Al entregárselo en una aparición, la Virgen le hizo la promesa a San Simón Stock, de que todo aquel que muriera con el escapulario puesto, no sufriría la condenación eterna en el Infierno, y si debiera sufrir el Purgatorio, sería la Virgen en persona quien iría a buscarlo el sábado siguiente al día de su muerte, para llevarlo al Cielo, y todo esto, gracias a la Sangre derramada en la cruz por su Hijo Jesús. El Escapulario de la Virgen del Carmen, por lo tanto, lejos de ser una costumbre piadosa pasada de moda, constituye, de parte del cielo, un regalo de inestimable valor para el alma que quiere salvarse, porque por su intermedio, el alma se predispone para recibir, en el momento de la muerte, la gracia necesaria para su eterna salvación; es decir, al usar el Escapulario de la Virgen del Carmen, el alma se predispone para recibir los frutos de gracia obtenidos por el sacrificio redentor del Hombre-Dios en la cruz. Por el Escapulario, el alma recibe, a siglos de distancia, la salvación eterna obtenida al altísimo precio de la Sangre de Jesucristo derramada en el Calvario, Sangre que la limpia de sus pecados, la protege del Enemigo de las almas, el Príncipe de las tinieblas, y le impide su caída en el Abismo eterno, pero esto, siempre y cuando el alma se comprometa a vivir en gracia y a rechazar aquello que la aparta de Dios, el pecado, es decir, el mal, en todas sus formas y grados, lo cual implica la disposición interior a perder la vida terrena antes de cometer un pecado mortal o venial deliberado, lo cual, por otra parte, es lo que pide el penitente en la confesión sacramental: “…antes querría haber muerto, que haberos ofendido”.
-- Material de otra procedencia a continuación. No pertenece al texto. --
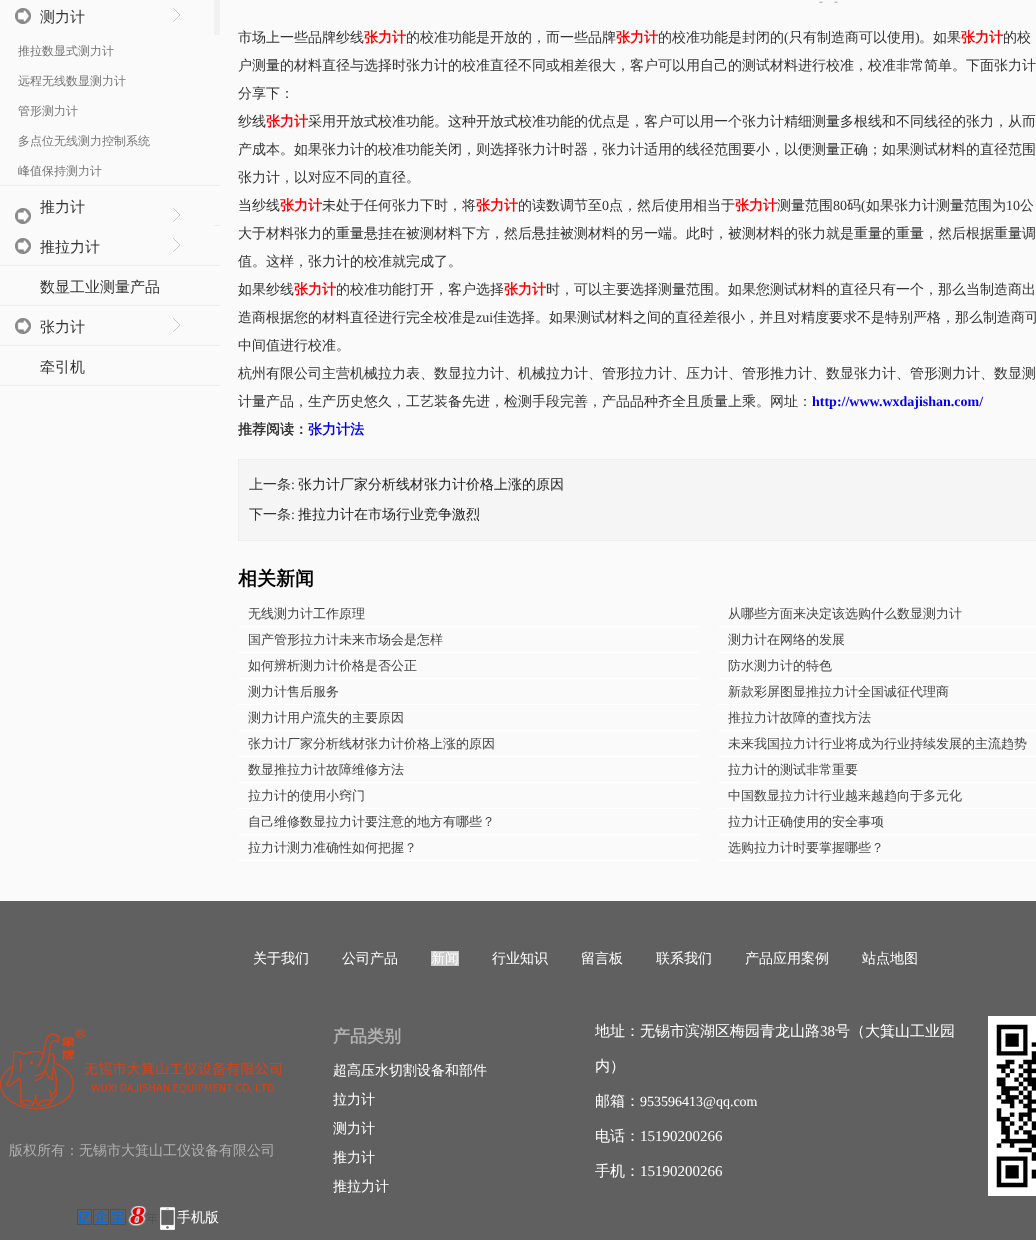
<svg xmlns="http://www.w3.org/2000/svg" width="1036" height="1240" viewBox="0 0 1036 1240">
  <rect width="100%" height="100%" fill="rgb(250,250,250)"/>
  <rect x="0" y="185" width="220" height="1" fill="rgb(238,238,238)"/>
  <rect x="214" y="0" width="6" height="35" fill="rgb(242,242,242)"/>
  <image x="0" y="0" width="214" height="35" href="pic1.png"/>
  <text x="40" y="22" font-family="WenQuanYi Zen Hei" font-size="15" font-weight="500" fill="rgb(51,51,51)">测力计</text>
  <g font-family="WenQuanYi Zen Hei" font-size="12" font-weight="500" fill="rgb(119,119,119)">
    <text x="18" y="55">推拉数显式测力计</text>
    <text x="18" y="85">远程无线数显测力计</text>
    <text x="18" y="115">管形测力计</text>
    <text x="18" y="145">多点位无线测力控制系统</text>
    <text x="18" y="175">峰值保持测力计</text>
  </g>
  <rect x="214" y="225" width="6" height="1" fill="rgb(238,238,238)"/>
  <image x="0" y="207" width="214" height="20" href="pic2.png"/>
  <text x="40" y="212" font-family="WenQuanYi Zen Hei" font-size="15" font-weight="500" fill="rgb(51,51,51)">推力计</text>
  <rect x="0" y="265" width="220" height="1" fill="rgb(238,238,238)"/>
  <image x="15" y="226" width="168" height="31" href="pic3.png"/>
  <text x="40" y="252" font-family="WenQuanYi Zen Hei" font-size="15" font-weight="500" fill="rgb(51,51,51)">推拉力计</text>
  <rect x="0" y="305" width="220" height="1" fill="rgb(238,238,238)"/>
  <text x="40" y="292" font-family="WenQuanYi Zen Hei" font-size="15" font-weight="500" fill="rgb(51,51,51)">数显工业测量产品</text>
  <rect x="0" y="345" width="220" height="1" fill="rgb(238,238,238)"/>
  <image x="15" y="317" width="168" height="20" href="pic4.png"/>
  <text x="40" y="332" font-family="WenQuanYi Zen Hei" font-size="15" font-weight="500" fill="rgb(51,51,51)">张力计</text>
  <rect x="0" y="385" width="220" height="1" fill="rgb(238,238,238)"/>
  <text x="40" y="372" font-family="WenQuanYi Zen Hei" font-size="15" font-weight="500" fill="rgb(51,51,51)">牵引机</text>
  <g font-family="Liberation Serif" font-size="12" fill="rgb(153,153,153)">
    <text x="819" y="5">-</text>
    <text x="834" y="5">-</text>
  </g>
  <text x="238" y="42" font-family="WenQuanYi Zen Hei" font-size="14" font-weight="500" fill="rgb(51,51,51)">市场上一些品牌纱线</text>
  <text x="364" y="42" font-family="WenQuanYi Zen Hei" font-size="14" font-weight="bold" fill="rgb(255,0,0)">张力计</text>
  <text x="406" y="42" font-family="WenQuanYi Zen Hei" font-size="14" font-weight="500" fill="rgb(51,51,51)">的校准功能是开放的，而一些品牌</text>
  <text x="616" y="42" font-family="WenQuanYi Zen Hei" font-size="14" font-weight="bold" fill="rgb(255,0,0)">张力计</text>
  <text x="658" y="42" font-family="WenQuanYi Zen Hei" font-size="14" font-weight="500" fill="rgb(51,51,51)">的校准功能是封闭的</text>
  <text x="784" y="42" font-family="Liberation Serif" font-size="14" fill="rgb(51,51,51)">(</text>
  <text x="789" y="42" font-family="WenQuanYi Zen Hei" font-size="14" font-weight="500" fill="rgb(51,51,51)">只有制造商可以使用</text>
  <text x="915" y="42" font-family="Liberation Serif" font-size="14" fill="rgb(51,51,51)">)</text>
  <text x="919" y="42" font-family="WenQuanYi Zen Hei" font-size="14" font-weight="500" fill="rgb(51,51,51)">。如果</text>
  <text x="961" y="42" font-family="WenQuanYi Zen Hei" font-size="14" font-weight="bold" fill="rgb(255,0,0)">张力计</text>
  <g font-family="WenQuanYi Zen Hei" font-size="14" font-weight="500" fill="rgb(51,51,51)">
    <text x="1003" y="42">的校</text>
    <text x="238" y="70">户测量的材料直径与选择时张力计的校准直径不同或相差很大，客户可以用自己的测试材料进行校准，校准非常简单。下面张力计</text>
    <text x="238" y="98">分享下：</text>
    <text x="238" y="126">纱线</text>
  </g>
  <text x="266" y="126" font-family="WenQuanYi Zen Hei" font-size="14" font-weight="bold" fill="rgb(255,0,0)">张力计</text>
  <g font-family="WenQuanYi Zen Hei" font-size="14" font-weight="500" fill="rgb(51,51,51)">
    <text x="308" y="126">采用开放式校准功能。这种开放式校准功能的优点是，客户可以用一个张力计精细测量多根线和不同线径的张力，从而</text>
    <text x="238" y="154">产成本。如果张力计的校准功能关闭，则选择张力计时器，张力计适用的线径范围要小，以便测量正确；如果测试材料的直径范围</text>
    <text x="238" y="182">张力计，以对应不同的直径。</text>
    <text x="238" y="210">当纱线</text>
  </g>
  <text x="280" y="210" font-family="WenQuanYi Zen Hei" font-size="14" font-weight="bold" fill="rgb(255,0,0)">张力计</text>
  <text x="322" y="210" font-family="WenQuanYi Zen Hei" font-size="14" font-weight="500" fill="rgb(51,51,51)">未处于任何张力下时，将</text>
  <text x="476" y="210" font-family="WenQuanYi Zen Hei" font-size="14" font-weight="bold" fill="rgb(255,0,0)">张力计</text>
  <text x="518" y="210" font-family="WenQuanYi Zen Hei" font-size="14" font-weight="500" fill="rgb(51,51,51)">的读数调节至</text>
  <text x="602" y="210" font-family="Liberation Serif" font-size="14" fill="rgb(51,51,51)">0</text>
  <text x="609" y="210" font-family="WenQuanYi Zen Hei" font-size="14" font-weight="500" fill="rgb(51,51,51)">点，然后使用相当于</text>
  <text x="735" y="210" font-family="WenQuanYi Zen Hei" font-size="14" font-weight="bold" fill="rgb(255,0,0)">张力计</text>
  <text x="777" y="210" font-family="WenQuanYi Zen Hei" font-size="14" font-weight="500" fill="rgb(51,51,51)">测量范围</text>
  <text x="833" y="210" font-family="Liberation Serif" font-size="14" fill="rgb(51,51,51)">80</text>
  <text x="847" y="210" font-family="WenQuanYi Zen Hei" font-size="14" font-weight="500" fill="rgb(51,51,51)">码</text>
  <text x="861" y="210" font-family="Liberation Serif" font-size="14" fill="rgb(51,51,51)">(</text>
  <text x="866" y="210" font-family="WenQuanYi Zen Hei" font-size="14" font-weight="500" fill="rgb(51,51,51)">如果张力计测量范围为</text>
  <text x="1006" y="210" font-family="Liberation Serif" font-size="14" fill="rgb(51,51,51)">10</text>
  <g font-family="WenQuanYi Zen Hei" font-size="14" font-weight="500" fill="rgb(51,51,51)">
    <text x="1020" y="210">公</text>
    <text x="238" y="238">大于材料张力的重量悬挂在被测材料下方，然后悬挂被测材料的另一端。此时，被测材料的张力就是重量的重量，然后根据重量调</text>
    <text x="238" y="266">值。这样，张力计的校准就完成了。</text>
    <text x="238" y="294">如果纱线</text>
  </g>
  <text x="294" y="294" font-family="WenQuanYi Zen Hei" font-size="14" font-weight="bold" fill="rgb(255,0,0)">张力计</text>
  <text x="336" y="294" font-family="WenQuanYi Zen Hei" font-size="14" font-weight="500" fill="rgb(51,51,51)">的校准功能打开，客户选择</text>
  <text x="504" y="294" font-family="WenQuanYi Zen Hei" font-size="14" font-weight="bold" fill="rgb(255,0,0)">张力计</text>
  <g font-family="WenQuanYi Zen Hei" font-size="14" font-weight="500" fill="rgb(51,51,51)">
    <text x="546" y="294">时，可以主要选择测量范围。如果您测试材料的直径只有一个，那么当制造商出</text>
    <text x="238" y="322">造商根据您的材料直径进行完全校准是</text>
  </g>
  <text x="476" y="322" font-family="Liberation Serif" font-size="14" fill="rgb(51,51,51)">zui</text>
  <g font-family="WenQuanYi Zen Hei" font-size="14" font-weight="500" fill="rgb(51,51,51)">
    <text x="493" y="322">佳选择。如果测试材料之间的直径差很小，并且对精度要求不是特别严格，那么制造商可</text>
    <text x="238" y="350">中间值进行校准。</text>
    <text x="238" y="378">杭州有限公司主营机械拉力表、数显拉力计、机械拉力计、管形拉力计、压力计、管形推力计、数显张力计、管形测力计、数显测</text>
    <text x="238" y="406">计量产品，生产历史悠久，工艺装备先进，检测手段完善，产品品种齐全且质量上乘。网址：</text>
  </g>
  <text x="812" y="406" font-family="Liberation Serif" font-size="14" font-weight="bold" fill="rgb(0,0,238)">http://www.wxdajishan.com/</text>
  <text x="238" y="434" font-family="WenQuanYi Zen Hei" font-size="14" font-weight="bold" fill="rgb(51,51,51)">推荐阅读：</text>
  <text x="308" y="434" font-family="WenQuanYi Zen Hei" font-size="14" font-weight="bold" fill="rgb(0,0,238)">张力计法</text>
  <rect x="238.5" y="459.5" width="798" height="81" fill="rgb(245,245,245)" stroke="rgb(238,238,238)"/>
  <text x="249" y="489" font-family="WenQuanYi Zen Hei" font-size="14" font-weight="500" fill="rgb(51,51,51)">上一条</text>
  <text x="291" y="489" font-family="Liberation Serif" font-size="14" fill="rgb(51,51,51)">:</text>
  <text x="298" y="489" font-family="WenQuanYi Zen Hei" font-size="14" font-weight="500" fill="rgb(29,29,29)">张力计厂家分析线材张力计价格上涨的原因</text>
  <text x="249" y="519" font-family="WenQuanYi Zen Hei" font-size="14" font-weight="500" fill="rgb(51,51,51)">下一条</text>
  <text x="291" y="519" font-family="Liberation Serif" font-size="14" fill="rgb(51,51,51)">:</text>
  <text x="298" y="519" font-family="WenQuanYi Zen Hei" font-size="14" font-weight="500" fill="rgb(29,29,29)">推拉力计在市场行业竞争激烈</text>
  <text x="238" y="585" font-family="WenQuanYi Zen Hei" font-size="19" font-weight="bold" fill="rgb(0,0,0)">相关新闻</text>
  <rect x="238" y="626" width="461" height="1" fill="rgb(255,255,255)"/>
  <text x="248" y="618" font-family="WenQuanYi Zen Hei" font-size="13" font-weight="500" fill="rgb(68,68,68)">无线测力计工作原理</text>
  <rect x="718" y="626" width="318" height="1" fill="rgb(255,255,255)"/>
  <text x="728" y="618" font-family="WenQuanYi Zen Hei" font-size="13" font-weight="500" fill="rgb(68,68,68)">从哪些方面来决定该选购什么数显测力计</text>
  <rect x="238" y="652" width="461" height="1" fill="rgb(255,255,255)"/>
  <text x="248" y="644" font-family="WenQuanYi Zen Hei" font-size="13" font-weight="500" fill="rgb(68,68,68)">国产管形拉力计未来市场会是怎样</text>
  <rect x="718" y="652" width="318" height="1" fill="rgb(255,255,255)"/>
  <text x="728" y="644" font-family="WenQuanYi Zen Hei" font-size="13" font-weight="500" fill="rgb(68,68,68)">测力计在网络的发展</text>
  <rect x="238" y="678" width="461" height="1" fill="rgb(255,255,255)"/>
  <text x="248" y="670" font-family="WenQuanYi Zen Hei" font-size="13" font-weight="500" fill="rgb(68,68,68)">如何辨析测力计价格是否公正</text>
  <rect x="718" y="678" width="318" height="1" fill="rgb(255,255,255)"/>
  <text x="728" y="670" font-family="WenQuanYi Zen Hei" font-size="13" font-weight="500" fill="rgb(68,68,68)">防水测力计的特色</text>
  <rect x="238" y="704" width="461" height="1" fill="rgb(255,255,255)"/>
  <text x="248" y="696" font-family="WenQuanYi Zen Hei" font-size="13" font-weight="500" fill="rgb(68,68,68)">测力计售后服务</text>
  <rect x="718" y="704" width="318" height="1" fill="rgb(255,255,255)"/>
  <text x="728" y="696" font-family="WenQuanYi Zen Hei" font-size="13" font-weight="500" fill="rgb(68,68,68)">新款彩屏图显推拉力计全国诚征代理商</text>
  <rect x="238" y="730" width="461" height="1" fill="rgb(255,255,255)"/>
  <text x="248" y="722" font-family="WenQuanYi Zen Hei" font-size="13" font-weight="500" fill="rgb(68,68,68)">测力计用户流失的主要原因</text>
  <rect x="718" y="730" width="318" height="1" fill="rgb(255,255,255)"/>
  <text x="728" y="722" font-family="WenQuanYi Zen Hei" font-size="13" font-weight="500" fill="rgb(68,68,68)">推拉力计故障的查找方法</text>
  <rect x="238" y="756" width="461" height="1" fill="rgb(255,255,255)"/>
  <text x="248" y="748" font-family="WenQuanYi Zen Hei" font-size="13" font-weight="500" fill="rgb(68,68,68)">张力计厂家分析线材张力计价格上涨的原因</text>
  <rect x="718" y="756" width="318" height="1" fill="rgb(255,255,255)"/>
  <text x="728" y="748" font-family="WenQuanYi Zen Hei" font-size="13" font-weight="500" fill="rgb(68,68,68)">未来我国拉力计行业将成为行业持续发展的主流趋势</text>
  <rect x="238" y="782" width="461" height="1" fill="rgb(255,255,255)"/>
  <text x="248" y="774" font-family="WenQuanYi Zen Hei" font-size="13" font-weight="500" fill="rgb(68,68,68)">数显推拉力计故障维修方法</text>
  <rect x="718" y="782" width="318" height="1" fill="rgb(255,255,255)"/>
  <text x="728" y="774" font-family="WenQuanYi Zen Hei" font-size="13" font-weight="500" fill="rgb(68,68,68)">拉力计的测试非常重要</text>
  <rect x="238" y="808" width="461" height="1" fill="rgb(255,255,255)"/>
  <text x="248" y="800" font-family="WenQuanYi Zen Hei" font-size="13" font-weight="500" fill="rgb(68,68,68)">拉力计的使用小窍门</text>
  <rect x="718" y="808" width="318" height="1" fill="rgb(255,255,255)"/>
  <text x="728" y="800" font-family="WenQuanYi Zen Hei" font-size="13" font-weight="500" fill="rgb(68,68,68)">中国数显拉力计行业越来越趋向于多元化</text>
  <rect x="238" y="834" width="461" height="1" fill="rgb(255,255,255)"/>
  <text x="248" y="826" font-family="WenQuanYi Zen Hei" font-size="13" font-weight="500" fill="rgb(68,68,68)">自己维修数显拉力计要注意的地方有哪些？</text>
  <rect x="718" y="834" width="318" height="1" fill="rgb(255,255,255)"/>
  <text x="728" y="826" font-family="WenQuanYi Zen Hei" font-size="13" font-weight="500" fill="rgb(68,68,68)">拉力计正确使用的安全事项</text>
  <rect x="238" y="860" width="461" height="1" fill="rgb(255,255,255)"/>
  <text x="248" y="852" font-family="WenQuanYi Zen Hei" font-size="13" font-weight="500" fill="rgb(68,68,68)">拉力计测力准确性如何把握？</text>
  <rect x="718" y="860" width="318" height="1" fill="rgb(255,255,255)"/>
  <text x="728" y="852" font-family="WenQuanYi Zen Hei" font-size="13" font-weight="500" fill="rgb(68,68,68)">选购拉力计时要掌握哪些？</text>
  <rect x="0" y="901" width="1036" height="339" fill="rgb(96,96,96)"/>
  <g font-family="WenQuanYi Zen Hei" font-size="14" font-weight="500" fill="rgb(255,255,255)">
    <text x="253" y="963">关于我们</text>
    <text x="342" y="963">公司产品</text>
  </g>
  <rect x="431" y="951" width="28" height="15" fill="rgb(204,204,204)"/>
  <g font-family="WenQuanYi Zen Hei" font-size="14" font-weight="500" fill="rgb(255,255,255)">
    <text x="431" y="963">新闻</text>
    <text x="492" y="963">行业知识</text>
    <text x="581" y="963">留言板</text>
    <text x="656" y="963">联系我们</text>
    <text x="745" y="963">产品应用案例</text>
    <text x="862" y="963">站点地图</text>
  </g>
  <image x="0" y="1029" width="282" height="80" href="pic5.png"/>
  <text x="9" y="1155" font-family="WenQuanYi Zen Hei" font-size="14" font-weight="500" fill="rgb(176,176,176)">版权所有：无锡市大箕山工仪设备有限公司</text>
  <image x="77" y="1206" width="80" height="20" href="pic6.png"/>
  <image x="160" y="1207" width="15" height="23" href="pic7.png"/>
  <text x="177" y="1222" font-family="WenQuanYi Zen Hei" font-size="14" font-weight="500" fill="rgb(255,255,255)">手机版</text>
  <text x="333" y="1042" font-family="WenQuanYi Zen Hei" font-size="17" font-weight="bold" fill="rgb(176,176,176)">产品类别</text>
  <g font-family="WenQuanYi Zen Hei" font-size="14" font-weight="500" fill="rgb(255,255,255)">
    <text x="333" y="1075">超高压水切割设备和部件</text>
    <text x="333" y="1104">拉力计</text>
    <text x="333" y="1133">测力计</text>
    <text x="333" y="1162">推力计</text>
    <text x="333" y="1191">推拉力计</text>
  </g>
  <text x="595" y="1036" font-family="WenQuanYi Zen Hei" font-size="15" font-weight="500" fill="rgb(255,255,255)">地址：无锡市滨湖区梅园青龙山路</text>
  <text x="820" y="1036" font-family="Liberation Serif" font-size="15" fill="rgb(255,255,255)">38</text>
  <g font-family="WenQuanYi Zen Hei" font-size="15" font-weight="500" fill="rgb(255,255,255)">
    <text x="835" y="1036">号（大箕山工业园</text>
    <text x="595" y="1071">内）</text>
    <text x="595" y="1106">邮箱：</text>
  </g>
  <text x="640" y="1106" font-family="Liberation Serif" font-size="14" fill="rgb(255,255,255)">953596413@qq.com</text>
  <text x="595" y="1141" font-family="WenQuanYi Zen Hei" font-size="15" font-weight="500" fill="rgb(255,255,255)">电话：</text>
  <text x="640" y="1141" font-family="Liberation Serif" font-size="15" fill="rgb(255,255,255)">15190200266</text>
  <text x="595" y="1176" font-family="WenQuanYi Zen Hei" font-size="15" font-weight="500" fill="rgb(255,255,255)">手机：</text>
  <text x="640" y="1176" font-family="Liberation Serif" font-size="15" fill="rgb(255,255,255)">15190200266</text>
  <image x="988" y="1016" width="48" height="180" href="pic8.png"/>
</svg>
Solo en este caso, el Escapulario de la Virgen del Carmen alcanza su eficacia, porque solo así el alma demuestra que está dispuesta a responder con amor aquello que el cielo le regala con Amor, al precio de la Sangre del Cordero, y esto es la gracia que la predispone a la salvación, por medio del Escapulario de la Virgen del Carmen. Solo quien está dispuesto a perder la vida terrena, literalmente hablando, antes de cometer un pecado mortal o venial deliberado, está en condiciones de usar el Escapulario de la Virgen del Carmen, porque ése es el que ha comprendido cuánto le ha costado al Hombre-Dios el regalo del Escapulario: le ha costado nada menos que su propia vida y su propia Sangre, derramada hasta la última gota en la cruz, derramada hasta la última gota en la renovación incruenta del Santo Sacrificio del Calvario, la Santa Misa, y recogida en el cáliz del altar eucarístico.